Attaque du 14 juillet 2016 à Nice : « Cet attentat relève du terrorisme d’inspiration »
Marc Hecker (1), directeur de la recherche à l’Institut français des relations internationales (Ifri), analyse l’évolution des attentats de ces dernières années. Après le terrorisme « projeté » depuis la Syrie, l’attaque de Nice repose sur un « terrorisme inspiré » par la propagande de Daech.
Comment situer l’attentat de Nice parmi les attaques terroristes survenues en France au cours de ces dernières années ?
Marc Hecker : Cette attaque s’est produite alors que les modes opératoires de Daech étaient en profonde évolution. Les attentats du 13 novembre 2015 en France, puis ceux du 22 mars 2016 à Bruxelles ont marqué l’apogée de ce qu’on a appelé le terrorisme « projeté ». À l’époque, Daech avait encore la capacité de former des combattants puis de les envoyer en Europe pour mener des attaques. Il fallait une certaine logistique, avec notamment des camps d’entraînement en Syrie, pour lancer des actions de ce type.
Ensuite, Daech est passé à un terrorisme « téléguidé ». Plus capable d’envoyer des commandos depuis la Syrie, elle s’est appuyée sur des opérateurs, basés en zone syro-irakienne et chargés de recruter, via des messageries cryptées, des terroristes potentiels à qui on désignait des cibles à frapper. C’est ce terrorisme téléguidé qui a abouti à l’attentat de Saint-Étienne-du-Rouvray, le 26 juillet 2016, où le père Jacques Hamel est décédé, ou à la tentative d’attentat par des femmes en septembre 2016 à Notre-Dame de Paris.
Mais à Nice, on n’a découvert aucun lien direct entre Daech et l’homme qui est passé à l’acte…
M. H. : Cet attentat relève d’un terrorisme d’« inspiration » qui s’est développé en parallèle du terrorisme téléguidé et qui a, peu à peu, pris sa place. Dans ce cas, le terroriste agit sans contact extérieur mais en s’inspirant de la propagande djihadiste diffusée en ligne. Aujourd’hui, ce terrorisme d’inspiration est devenu la méthode la plus utilisée par Daech, qui n’a plus les moyens de développer d’autres actions. Cette évolution marque une perte d’influence de ce groupe qui, toutefois, garde la capacité de diffuser une idéologie susceptible de séduire des individus au profil très divers.
Avec le terrorisme d’inspiration, on est entré dans l’ère du terrorisme « low cost » qui, le plus souvent, se traduit par des attaques à l’arme blanche, parfois spectaculaires, souvent peu meurtrières.

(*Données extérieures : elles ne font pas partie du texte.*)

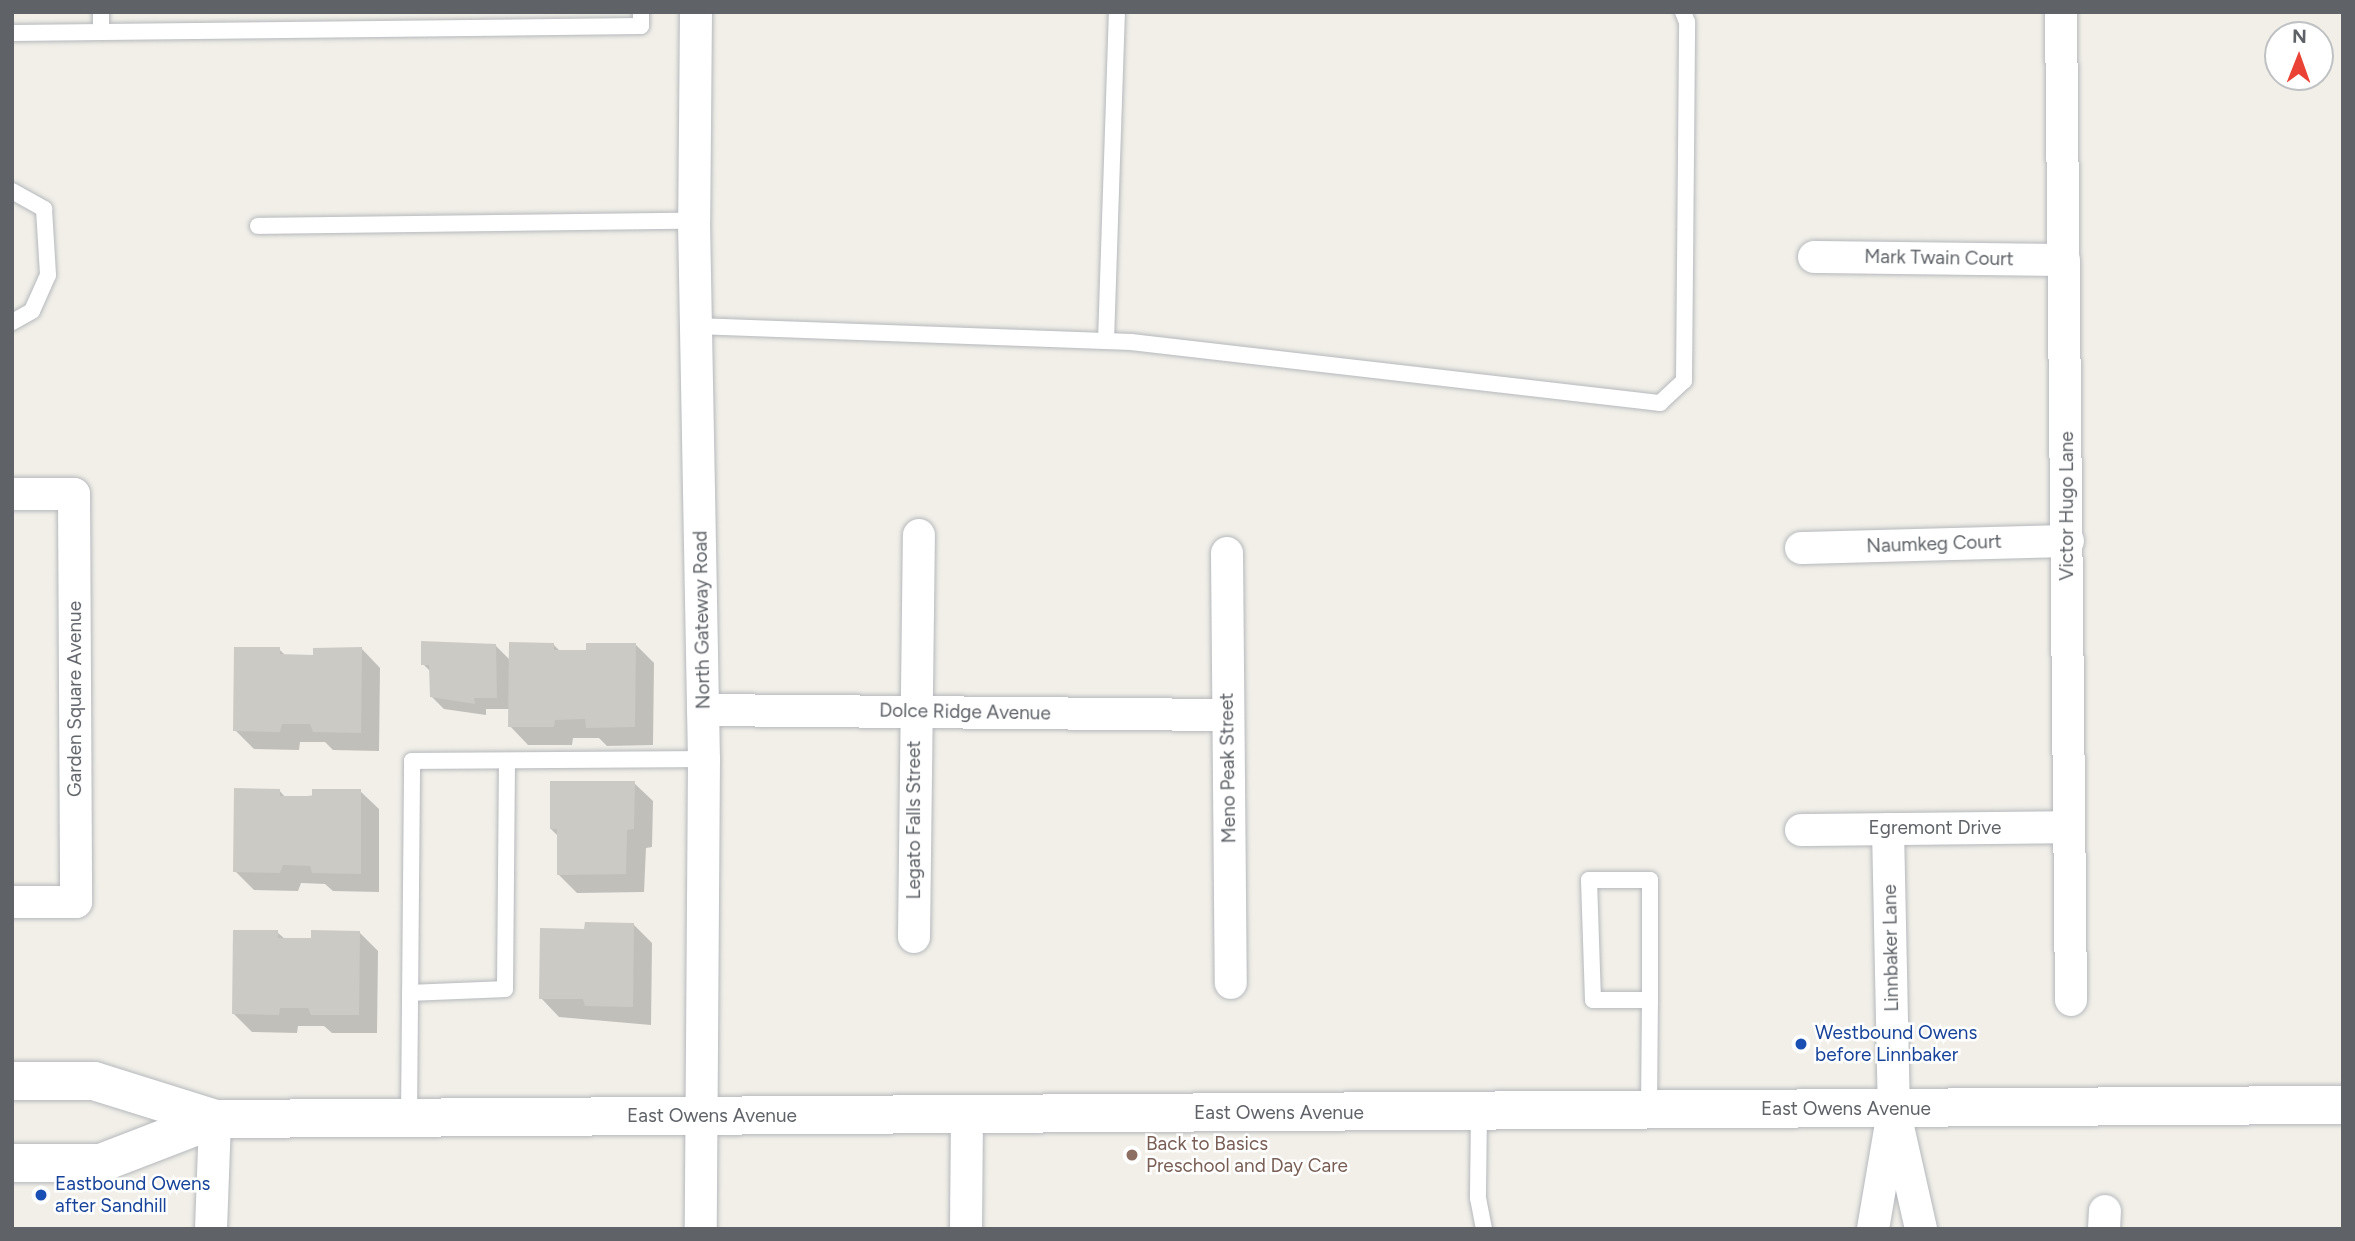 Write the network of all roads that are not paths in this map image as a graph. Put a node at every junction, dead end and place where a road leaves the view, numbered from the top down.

Ces attaques s’inscrivent dans une stratégie d’abord théorisée par Al-Qaida, puis par Daech : la stratégie des « 1 000 entailles ». Le but est d’arriver, par une multiplication des attaques low cost, à saigner le corps social d’un pays. Parmi elles, l’attentat de Nice est inédit en ce qu’il provoque un nombre très élevé de victimes.
Est-ce pour cela que l’attaque de Nice a ensuite lui-même favorisé un terrorisme d’inspiration ?

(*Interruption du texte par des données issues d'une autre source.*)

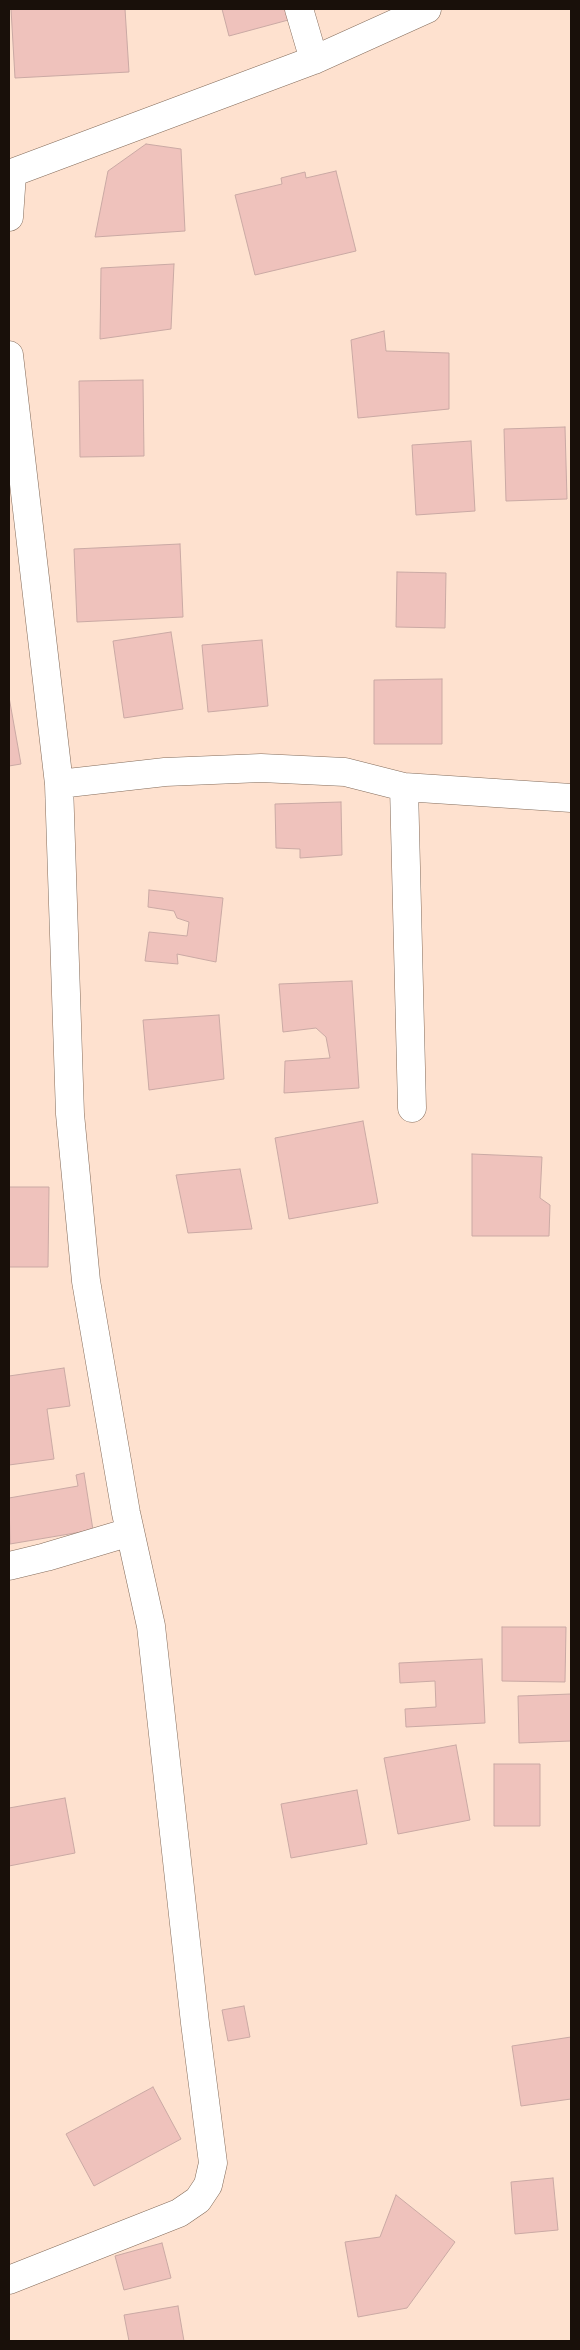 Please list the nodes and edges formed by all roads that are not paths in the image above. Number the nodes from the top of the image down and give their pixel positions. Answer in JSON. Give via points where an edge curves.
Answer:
{"nodes":[{"id":1,"x":299,"y":9,"type":"edge"},
{"id":2,"x":427,"y":9,"type":"edge"},
{"id":3,"x":314,"y":60,"type":"junction"},
{"id":4,"x":10,"y":174,"type":"edge"},
{"id":5,"x":9,"y":217,"type":"edge"},
{"id":6,"x":9,"y":355,"type":"edge"},
{"id":7,"x":59,"y":784,"type":"junction"},
{"id":8,"x":404,"y":787,"type":"junction"},
{"id":9,"x":571,"y":798,"type":"edge"},
{"id":10,"x":412,"y":1108,"type":"dead end"},
{"id":11,"x":130,"y":1532,"type":"junction"},
{"id":12,"x":9,"y":1566,"type":"edge"},
{"id":13,"x":9,"y":2280,"type":"edge"}],
"edges":[{"from":1,"to":3,"type":"street"},
{"from":2,"to":3,"type":"street"},
{"from":3,"to":4,"type":"street"},
{"from":4,"to":5,"type":"street"},
{"from":6,"to":7,"type":"street"},
{"from":7,"to":8,"type":"street","via":[[165,772],[261,768],[345,772]]},
{"from":7,"to":11,"type":"street","via":[[70,1114],[86,1281]]},
{"from":8,"to":9,"type":"street"},
{"from":8,"to":10,"type":"street"},
{"from":11,"to":12,"type":"street"},
{"from":11,"to":13,"type":"street","via":[[151,1626],[213,2163],[203,2193],[179,2213]]}]}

M. H. : Absolument. Le bilan très lourd et l’écho international de cet attentat ont suscité d’autres attaques avec un camion ou un véhicule bélier : à Berlin en décembre 2016 (12 morts), à Londres en mars 2017 (4 morts), à Stockholm en avril 2017 (5 morts), puis à Barcelone en août 2017 (14 morts).
L’attentat de Nice a été revendiqué par Daech. S’agit-il selon vous d’une revendication de « pure opportunité » comme le pensent les enquêteurs ?
M. H. : Oui. Ces revendications opportunistes sont fréquentes et Daech s’est attribué pas mal d’attentats qu’il n’avait pas directement commandités. Ce qui est curieux, c’est que d’autres, relevant du terrorisme d’inspiration, n’ont pas été revendiqués. Cela prouve qu’on ne sait pas encore tout du fonctionnement interne de Daech et de ce qui pouvait amener telle ou telle décision.
(1) Auteur avec Élie Tenenbaum de "La Guerre de vingt ans. Djihadisme et contre-terrorisme au XXIe siècle", Robert Laffont, 2021.